Segment Open

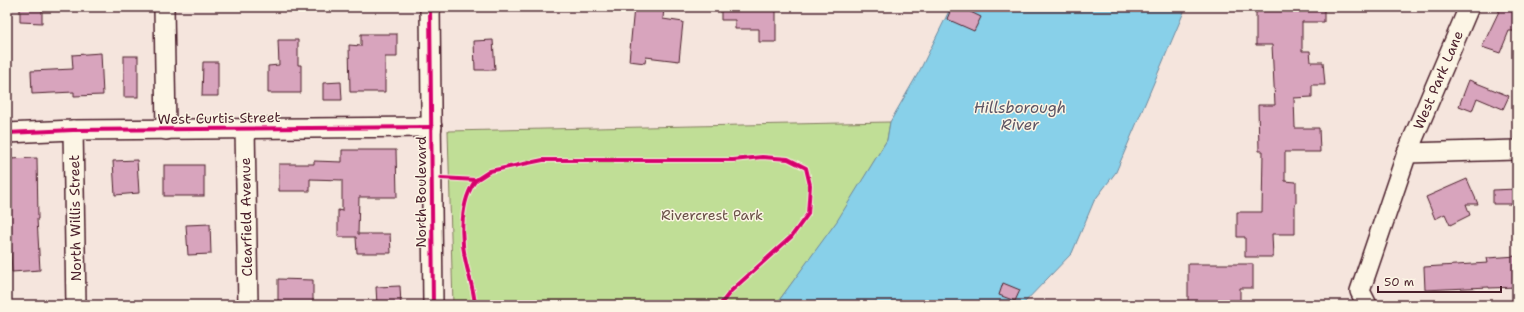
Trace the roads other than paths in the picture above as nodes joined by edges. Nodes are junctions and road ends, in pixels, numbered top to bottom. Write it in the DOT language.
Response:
graph roads {
  1 [pos="164,7"];
  2 [pos="430,7"];
  3 [pos="1469,7"];
  4 [pos="432,127"];
  5 [pos="245,128"];
  6 [pos="73,130"];
  7 [pos="166,130"];
  8 [pos="7,133"];
  9 [pos="1517,150"];
  10 [pos="1407,153"];
  11 [pos="76,305"];
  12 [pos="248,305"];
  13 [pos="433,305"];
  14 [pos="1367,305"];
  1 -- 7 [label="street"];
  2 -- 4 [label="street, North Boulevard"];
  3 -- 10 [label="street, West Park Lane"];
  4 -- 5 [label="street, West Curtis Street"];
  4 -- 13 [label="street, North Boulevard"];
  5 -- 7 [label="street, West Curtis Street"];
  5 -- 12 [label="street, Clearfield Avenue"];
  6 -- 7 [label="street, West Curtis Street"];
  6 -- 8 [label="street, West Curtis Street"];
  6 -- 11 [label="street, North Willis Street"];
  9 -- 10 [label="street"];
  10 -- 14 [label="street, West Park Lane"];
}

Segment Closed

- DIRECTIONS
Output the complete listing exactly. Pictures stay out.

- ANSWER TO THE EXERCISE
Trace the roads other than paths in the picture above as nodes joined by edges. Nodes are junctions and road ends, in pixels, numbered top to bottom. Write it in the DOT language.
Response:
graph roads {
  1 [pos="164,7"];
  2 [pos="430,7"];
  3 [pos="1469,7"];
  4 [pos="432,127"];
  5 [pos="245,128"];
  6 [pos="73,130"];
  7 [pos="166,130"];
  8 [pos="7,133"];
  9 [pos="1517,150"];
  10 [pos="1407,153"];
  11 [pos="76,305"];
  12 [pos="248,305"];
  13 [pos="433,305"];
  14 [pos="1367,305"];
  1 -- 7 [label="street"];
  2 -- 4 [label="street, North Boulevard"];
  3 -- 10 [label="street, West Park Lane"];
  4 -- 5 [label="street, West Curtis Street"];
  4 -- 13 [label="street, North Boulevard"];
  5 -- 7 [label="street, West Curtis Street"];
  5 -- 12 [label="street, Clearfield Avenue"];
  6 -- 7 [label="street, West Curtis Street"];
  6 -- 8 [label="street, West Curtis Street"];
  6 -- 11 [label="street, North Willis Street"];
  9 -- 10 [label="street"];
  10 -- 14 [label="street, West Park Lane"];
}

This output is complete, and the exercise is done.